I’ve been on jury duty, so it seemed a good time to launch a new occasional feature, “Stories We Missed.” These are stories we didn’t get around to blogging on at the time.
Speaking of the legal system, the ChiPs are down for the California hydrogen highway cul de sac — literally. The future Ponches and Jons of the California Highway Patrol won’t be policing the hydrogen highway.
As Green Car Reports explained in a piece from this summer, “RIP Hydrogen Highway? California Takes Back Grant Dollars.”
… the future of hydrogen vehicles depends on a network of filling stations to allow people to go about their journeys as normal.
That future has taken a blow in California, with the news that $27 million in grants for hydrogen filling stations has been revoked by the California Energy Commission.
According to the Santa Monica Mirror (via Autoblog Green), the grants have been revoked so the state can reassess the grant process, after complaints that Linde Group and Air Products & Chemicals (AP&C)–two companies set to use around two-thirds of the grant money–had largely self-dealt the contracts.
… there are questions about how green the hydrogen actually is–since much of the fuel Linde and AP&C will sell is from natural gas, rather than renewable sources. Air products has said that one third of its hydrogen will be extracted from landfill biogas, meeting the state’s one-third-renewable energy requirements by 2020.
Hydrogen fuel cell vehicles (HFCVs) require multiple technological (and other) miracles to succeed as practical, affordable, carbon-reducing consumer vehicles — and they require every plausible competitor, including electric vehicles, to fail first (see “Hydrogen fuel cell cars are a dead end from a technological, practical, and climate perspective” and “The car of the perpetual future” — The Economist agrees with Climate Progress on hydrogen).
As I wrote in a 2005 journal article, “The car and fuel of the future” (which was the “hottest article” in Energy Policy from July 2006 through March 2007):
Using fuel cell vehicles and hydrogen from zero-carbon sources such as renewable power or nuclear energy has a cost of avoided carbon dioxide of more than $600 a metric ton, which is more than a factor of ten higher than most other strategies being considered today….

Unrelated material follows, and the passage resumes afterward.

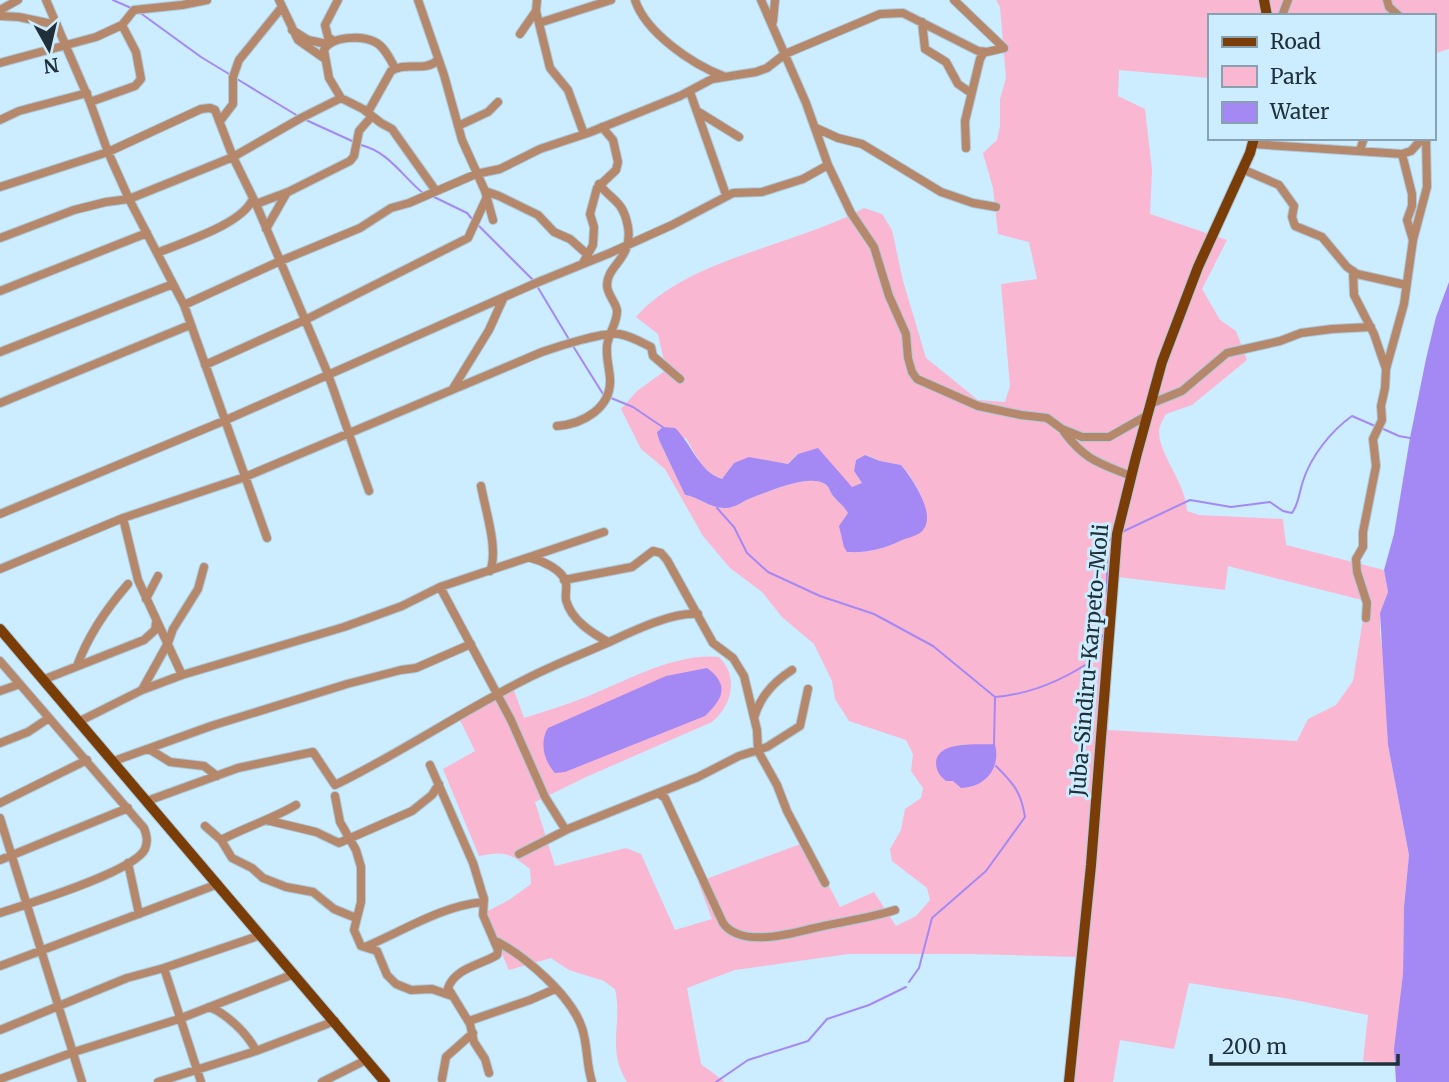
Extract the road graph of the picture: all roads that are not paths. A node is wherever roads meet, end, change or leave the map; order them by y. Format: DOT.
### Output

Nothing that would significantly change that calculation has happened in the last few years. Moreover, as The Economist noted a few years ago, some say “the solution to large-scale hydrogen production lies in using renewable electricity to extract hydrogen from water via electrolysis” or using “nuclear power. But it would surely be easier simply to use this energy to charge the batteries of all-electric or plug-in hybrid vehicles.” Easier, hundreds of billions of dollars cheaper, and you don’t throw away 75% of the valuable carbon free electricity in the process!
Running HFCVs on natural gas makes no sense at all since the full life-cycle GHG emissions (including methane leakage) are merely comparable to the best gasoline hybrids. Also, building an expensive hydrogen fueling infrastructure over the next two decades around a fossil fuel would vastly increase the total long-term cost since that infrastructure would have to be replaced in the two decades after that by carbon-free hydrogen fueling stations.
These are but a few of the reasons the incredibly expensive infrastructure will never be built. No independent group ever proposed a plausible scenario under which the infrastructure would be built, so it’s no surprise California couldn’t figure it out. And that’s the fundamental reason hydrogen cars will not be practical or a cost-effective climate strategy in your lifetime. Or, as The Economist put it,
In other words, claims that hydrogen will be the automotive fuel of the future are as true today as they ever have been.